Alcohol bans force South African wineries to rethink trade plans

Before the arrival of Covid-19 in South Africa, Berene Sauls had dreams of growing grapes near her home village and expanding her fledgling wine business.

The 37-year-old makes about 8,000 bottles a year of Tesselaarsdal Wines, and is one of hundreds of wine makers dotted across the hills and valleys near Cape Town that make up the country’s main producing region. She buys grapes from nearby Babylon Vineyards, but has bought a property as a place to eventually harvest her own.

Yet the coronavirus outbreak has forced Sauls to rethink her plans: South Africa’s government has used bans on alcohol sales as a go-to method to curb the spread of infection—both when the pandemic was in its infancy and again when cases have surged. A third prohibition was lifted on Tuesday after five weeks, but there’s no assurance there won’t be more.

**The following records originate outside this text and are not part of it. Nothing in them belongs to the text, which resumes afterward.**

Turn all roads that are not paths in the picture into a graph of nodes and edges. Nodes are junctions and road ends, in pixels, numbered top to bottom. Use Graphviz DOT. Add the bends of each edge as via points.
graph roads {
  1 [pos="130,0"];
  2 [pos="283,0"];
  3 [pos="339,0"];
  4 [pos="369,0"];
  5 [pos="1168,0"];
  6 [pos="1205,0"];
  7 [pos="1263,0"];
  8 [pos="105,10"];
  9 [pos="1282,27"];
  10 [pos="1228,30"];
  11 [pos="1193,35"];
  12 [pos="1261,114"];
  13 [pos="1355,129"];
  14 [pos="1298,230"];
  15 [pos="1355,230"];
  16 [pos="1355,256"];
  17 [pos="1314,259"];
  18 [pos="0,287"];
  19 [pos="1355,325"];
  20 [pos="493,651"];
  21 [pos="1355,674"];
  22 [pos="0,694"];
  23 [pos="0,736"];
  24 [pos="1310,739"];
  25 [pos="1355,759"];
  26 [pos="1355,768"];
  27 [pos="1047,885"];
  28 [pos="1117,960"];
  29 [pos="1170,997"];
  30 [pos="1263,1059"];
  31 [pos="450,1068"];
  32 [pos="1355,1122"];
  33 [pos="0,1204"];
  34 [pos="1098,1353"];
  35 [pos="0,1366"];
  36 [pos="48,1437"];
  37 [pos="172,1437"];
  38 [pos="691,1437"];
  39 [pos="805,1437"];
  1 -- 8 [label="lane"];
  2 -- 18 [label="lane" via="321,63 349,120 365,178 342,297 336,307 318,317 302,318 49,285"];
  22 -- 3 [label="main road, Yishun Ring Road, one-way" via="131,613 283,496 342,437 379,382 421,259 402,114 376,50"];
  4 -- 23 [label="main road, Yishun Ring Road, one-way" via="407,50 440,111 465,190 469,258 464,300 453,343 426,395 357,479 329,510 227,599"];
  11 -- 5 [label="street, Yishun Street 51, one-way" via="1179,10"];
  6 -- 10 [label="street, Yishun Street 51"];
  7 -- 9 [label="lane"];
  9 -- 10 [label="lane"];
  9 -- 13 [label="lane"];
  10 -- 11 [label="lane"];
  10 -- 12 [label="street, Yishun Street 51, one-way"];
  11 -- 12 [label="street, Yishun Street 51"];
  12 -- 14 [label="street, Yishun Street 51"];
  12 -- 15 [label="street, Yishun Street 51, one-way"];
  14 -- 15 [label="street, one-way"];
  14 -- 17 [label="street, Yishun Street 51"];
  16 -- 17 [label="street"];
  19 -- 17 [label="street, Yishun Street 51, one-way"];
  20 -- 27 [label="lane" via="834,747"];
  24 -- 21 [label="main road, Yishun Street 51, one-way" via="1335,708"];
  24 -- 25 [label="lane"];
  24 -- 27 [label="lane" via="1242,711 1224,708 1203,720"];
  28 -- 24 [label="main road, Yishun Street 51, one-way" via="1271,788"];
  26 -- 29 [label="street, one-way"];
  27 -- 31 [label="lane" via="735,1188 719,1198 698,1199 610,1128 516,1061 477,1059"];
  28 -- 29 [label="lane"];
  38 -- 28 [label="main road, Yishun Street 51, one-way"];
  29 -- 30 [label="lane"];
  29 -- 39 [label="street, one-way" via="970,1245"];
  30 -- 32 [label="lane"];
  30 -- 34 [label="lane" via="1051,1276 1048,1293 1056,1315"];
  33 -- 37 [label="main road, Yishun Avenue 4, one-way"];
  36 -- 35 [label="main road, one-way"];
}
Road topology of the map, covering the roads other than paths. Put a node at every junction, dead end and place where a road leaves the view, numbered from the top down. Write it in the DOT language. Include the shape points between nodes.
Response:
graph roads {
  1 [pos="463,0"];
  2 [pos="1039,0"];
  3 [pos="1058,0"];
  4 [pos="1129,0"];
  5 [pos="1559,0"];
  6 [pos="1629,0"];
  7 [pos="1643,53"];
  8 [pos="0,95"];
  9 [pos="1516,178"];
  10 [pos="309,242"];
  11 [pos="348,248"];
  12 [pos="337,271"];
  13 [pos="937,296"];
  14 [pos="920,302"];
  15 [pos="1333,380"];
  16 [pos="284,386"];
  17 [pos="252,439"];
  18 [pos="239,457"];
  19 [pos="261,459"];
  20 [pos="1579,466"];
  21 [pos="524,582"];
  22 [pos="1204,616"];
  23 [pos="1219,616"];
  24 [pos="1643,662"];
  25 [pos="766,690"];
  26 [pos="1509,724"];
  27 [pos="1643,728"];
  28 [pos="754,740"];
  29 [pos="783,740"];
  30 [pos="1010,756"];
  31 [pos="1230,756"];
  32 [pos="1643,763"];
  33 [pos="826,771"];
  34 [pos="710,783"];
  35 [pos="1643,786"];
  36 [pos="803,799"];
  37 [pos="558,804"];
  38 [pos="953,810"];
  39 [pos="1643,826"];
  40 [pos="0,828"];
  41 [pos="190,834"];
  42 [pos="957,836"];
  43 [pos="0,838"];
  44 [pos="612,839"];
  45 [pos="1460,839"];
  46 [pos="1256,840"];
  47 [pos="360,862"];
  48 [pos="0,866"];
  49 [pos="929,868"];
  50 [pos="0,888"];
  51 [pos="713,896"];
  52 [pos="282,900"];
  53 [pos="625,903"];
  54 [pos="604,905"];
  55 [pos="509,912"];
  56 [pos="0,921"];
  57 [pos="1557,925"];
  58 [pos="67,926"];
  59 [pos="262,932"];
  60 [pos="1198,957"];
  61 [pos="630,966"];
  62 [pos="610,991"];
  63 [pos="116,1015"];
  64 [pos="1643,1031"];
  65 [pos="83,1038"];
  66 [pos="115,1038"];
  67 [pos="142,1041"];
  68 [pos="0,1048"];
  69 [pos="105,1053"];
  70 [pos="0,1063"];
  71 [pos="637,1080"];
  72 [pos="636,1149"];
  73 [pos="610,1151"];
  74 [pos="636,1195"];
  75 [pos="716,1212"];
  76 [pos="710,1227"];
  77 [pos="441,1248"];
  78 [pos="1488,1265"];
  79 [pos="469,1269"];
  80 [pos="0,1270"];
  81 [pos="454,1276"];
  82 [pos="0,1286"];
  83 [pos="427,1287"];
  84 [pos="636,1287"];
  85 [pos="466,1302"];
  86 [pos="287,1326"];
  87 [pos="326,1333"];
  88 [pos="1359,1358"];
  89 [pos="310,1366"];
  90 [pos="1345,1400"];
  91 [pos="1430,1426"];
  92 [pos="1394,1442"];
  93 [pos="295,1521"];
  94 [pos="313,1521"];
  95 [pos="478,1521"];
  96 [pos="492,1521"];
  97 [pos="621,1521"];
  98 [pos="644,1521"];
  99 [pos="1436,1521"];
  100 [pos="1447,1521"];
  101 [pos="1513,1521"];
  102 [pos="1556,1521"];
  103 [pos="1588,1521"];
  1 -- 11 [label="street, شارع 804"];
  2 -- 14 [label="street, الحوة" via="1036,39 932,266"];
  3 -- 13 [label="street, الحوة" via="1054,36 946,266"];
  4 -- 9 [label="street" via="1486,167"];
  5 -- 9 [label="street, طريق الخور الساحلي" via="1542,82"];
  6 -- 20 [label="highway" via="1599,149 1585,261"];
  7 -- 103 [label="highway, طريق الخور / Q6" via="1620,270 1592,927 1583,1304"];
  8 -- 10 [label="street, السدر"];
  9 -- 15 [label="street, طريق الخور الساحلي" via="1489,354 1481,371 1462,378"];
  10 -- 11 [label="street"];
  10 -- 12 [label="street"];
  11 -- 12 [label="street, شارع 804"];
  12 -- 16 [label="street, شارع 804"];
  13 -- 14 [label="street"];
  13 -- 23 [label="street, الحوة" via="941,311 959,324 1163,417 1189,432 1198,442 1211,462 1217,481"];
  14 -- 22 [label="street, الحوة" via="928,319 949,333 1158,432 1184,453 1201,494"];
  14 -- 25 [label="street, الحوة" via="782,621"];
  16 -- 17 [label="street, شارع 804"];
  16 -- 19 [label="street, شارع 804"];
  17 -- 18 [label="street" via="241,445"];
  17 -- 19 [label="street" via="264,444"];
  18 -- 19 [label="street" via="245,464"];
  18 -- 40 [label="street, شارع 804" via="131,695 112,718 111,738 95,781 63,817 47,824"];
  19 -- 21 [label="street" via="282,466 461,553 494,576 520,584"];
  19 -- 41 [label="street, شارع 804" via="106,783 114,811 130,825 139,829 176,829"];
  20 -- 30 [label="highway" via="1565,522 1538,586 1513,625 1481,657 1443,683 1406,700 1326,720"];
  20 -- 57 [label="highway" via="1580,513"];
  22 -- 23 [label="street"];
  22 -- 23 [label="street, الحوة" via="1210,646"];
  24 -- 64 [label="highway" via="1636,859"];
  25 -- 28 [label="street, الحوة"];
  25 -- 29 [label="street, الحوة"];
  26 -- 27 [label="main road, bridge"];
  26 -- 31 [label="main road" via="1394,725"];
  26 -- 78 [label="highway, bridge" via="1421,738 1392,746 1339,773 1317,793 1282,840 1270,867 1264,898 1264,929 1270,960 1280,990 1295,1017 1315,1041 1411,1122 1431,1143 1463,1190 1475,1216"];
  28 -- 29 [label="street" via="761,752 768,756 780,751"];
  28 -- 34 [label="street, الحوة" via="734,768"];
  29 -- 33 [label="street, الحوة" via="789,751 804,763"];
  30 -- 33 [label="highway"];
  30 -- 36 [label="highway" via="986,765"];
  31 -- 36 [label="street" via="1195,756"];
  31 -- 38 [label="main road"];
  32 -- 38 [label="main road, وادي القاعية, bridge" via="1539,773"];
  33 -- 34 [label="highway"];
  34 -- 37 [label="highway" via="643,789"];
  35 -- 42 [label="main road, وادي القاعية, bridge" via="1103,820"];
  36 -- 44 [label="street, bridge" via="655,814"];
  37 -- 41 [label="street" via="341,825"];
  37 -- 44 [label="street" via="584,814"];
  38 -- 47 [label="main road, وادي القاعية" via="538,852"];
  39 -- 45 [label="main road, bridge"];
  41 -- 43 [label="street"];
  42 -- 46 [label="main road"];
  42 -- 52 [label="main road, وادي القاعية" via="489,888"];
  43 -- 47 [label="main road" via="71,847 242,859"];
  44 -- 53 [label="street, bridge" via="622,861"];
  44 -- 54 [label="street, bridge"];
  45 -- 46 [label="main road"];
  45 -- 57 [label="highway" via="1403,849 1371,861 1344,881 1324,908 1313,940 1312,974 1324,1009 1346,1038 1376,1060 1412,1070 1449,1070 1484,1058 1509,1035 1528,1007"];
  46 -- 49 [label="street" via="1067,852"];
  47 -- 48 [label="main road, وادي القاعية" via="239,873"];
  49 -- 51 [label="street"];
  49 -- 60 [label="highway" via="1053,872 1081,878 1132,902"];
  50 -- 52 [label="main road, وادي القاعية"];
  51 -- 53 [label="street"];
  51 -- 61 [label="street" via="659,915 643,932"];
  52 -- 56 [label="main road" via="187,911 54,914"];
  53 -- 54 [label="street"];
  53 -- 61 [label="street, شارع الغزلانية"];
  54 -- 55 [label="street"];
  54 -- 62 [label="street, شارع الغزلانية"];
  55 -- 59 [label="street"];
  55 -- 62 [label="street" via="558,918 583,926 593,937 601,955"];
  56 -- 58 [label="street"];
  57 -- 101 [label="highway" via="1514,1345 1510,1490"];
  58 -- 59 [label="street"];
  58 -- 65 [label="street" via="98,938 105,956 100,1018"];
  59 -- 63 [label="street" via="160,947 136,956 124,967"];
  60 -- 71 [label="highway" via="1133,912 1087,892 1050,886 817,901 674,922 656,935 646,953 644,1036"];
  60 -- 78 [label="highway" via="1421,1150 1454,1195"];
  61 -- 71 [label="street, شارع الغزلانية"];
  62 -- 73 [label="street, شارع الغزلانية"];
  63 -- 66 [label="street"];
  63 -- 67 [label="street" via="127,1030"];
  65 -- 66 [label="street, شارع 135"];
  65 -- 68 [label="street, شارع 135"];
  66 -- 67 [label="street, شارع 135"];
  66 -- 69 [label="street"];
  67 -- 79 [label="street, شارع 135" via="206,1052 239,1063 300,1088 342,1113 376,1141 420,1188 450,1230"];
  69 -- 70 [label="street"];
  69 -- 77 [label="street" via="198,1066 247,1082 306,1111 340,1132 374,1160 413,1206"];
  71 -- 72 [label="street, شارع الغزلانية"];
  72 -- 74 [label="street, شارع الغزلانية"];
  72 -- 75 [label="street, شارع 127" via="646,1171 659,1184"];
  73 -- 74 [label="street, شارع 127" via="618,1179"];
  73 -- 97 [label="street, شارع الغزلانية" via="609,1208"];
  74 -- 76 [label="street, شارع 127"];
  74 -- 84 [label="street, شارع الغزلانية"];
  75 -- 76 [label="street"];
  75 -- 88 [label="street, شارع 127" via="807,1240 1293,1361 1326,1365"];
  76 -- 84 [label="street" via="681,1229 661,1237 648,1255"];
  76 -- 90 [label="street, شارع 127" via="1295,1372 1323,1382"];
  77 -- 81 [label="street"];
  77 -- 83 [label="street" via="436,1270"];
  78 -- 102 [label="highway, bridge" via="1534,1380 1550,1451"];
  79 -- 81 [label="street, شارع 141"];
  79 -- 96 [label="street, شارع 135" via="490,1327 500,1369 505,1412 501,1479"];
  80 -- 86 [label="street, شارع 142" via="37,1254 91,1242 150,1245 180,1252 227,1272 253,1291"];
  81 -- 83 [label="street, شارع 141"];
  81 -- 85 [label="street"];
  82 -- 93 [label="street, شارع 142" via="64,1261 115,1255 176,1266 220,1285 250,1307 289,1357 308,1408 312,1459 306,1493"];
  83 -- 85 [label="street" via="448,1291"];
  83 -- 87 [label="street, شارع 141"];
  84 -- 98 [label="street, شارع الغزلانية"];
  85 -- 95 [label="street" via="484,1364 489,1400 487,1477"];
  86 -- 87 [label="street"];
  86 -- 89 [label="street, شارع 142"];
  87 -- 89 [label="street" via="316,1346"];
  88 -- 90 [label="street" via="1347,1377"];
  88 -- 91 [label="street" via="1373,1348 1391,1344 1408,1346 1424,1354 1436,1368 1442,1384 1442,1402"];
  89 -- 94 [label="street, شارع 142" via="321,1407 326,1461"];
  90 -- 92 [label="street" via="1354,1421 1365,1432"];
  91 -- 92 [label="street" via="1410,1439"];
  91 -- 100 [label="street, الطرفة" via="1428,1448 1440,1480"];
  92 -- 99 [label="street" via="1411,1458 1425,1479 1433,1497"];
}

“It really hurts business and has a ripple effect on the hospitality industry and farmers,” Sauls said by phone. “The aftermath is really sad.”

The government’s rationale for imposing bans is twofold—to discourage large gatherings and to ease the burden on hospitals from alcohol-related accidents. The most recent shuttering of liquor stores was accompanied by a 9 p.m. curfew, and supporters of the policy were quick to highlight the unusual lack of admissions to emergency rooms over the new year.

“During the early onset of the second wave everything was still open, so we had surgeries and trauma,” said Marc Mendelson, head of infectious diseases at Groote Schuur Hospital in Cape Town. Reduced drinking helps ease the burden on the health system, he added.

The drinks-making industry has largely taken an opposing stance. South African Breweries, the country’s biggest beer maker and unit of Anheuser-Busch InBev NV, responded to the latest ban with legal action, and says more than 165,000 jobs have already been lost.

Industry bodies including the Liquor Traders’ Formation have warned of the impact on smaller sellers, particularly in poor communities, while highlighting a surge in illegal trade. There’s also been a hit to the National Treasury from a slump in tax revenue.

Yet Distell Group Holdings Ltd., South Africa’s biggest wine and spirits producer, reported Wednesday that domestic revenue held steady during the six months through December, despite losing 41 trading days. The maker of mass-market wines such as Nederburg and Two Oceans got a boost from drinkers stockpiling after being caught short by the length of the first ban, which was more than six weeks longer than initially announced.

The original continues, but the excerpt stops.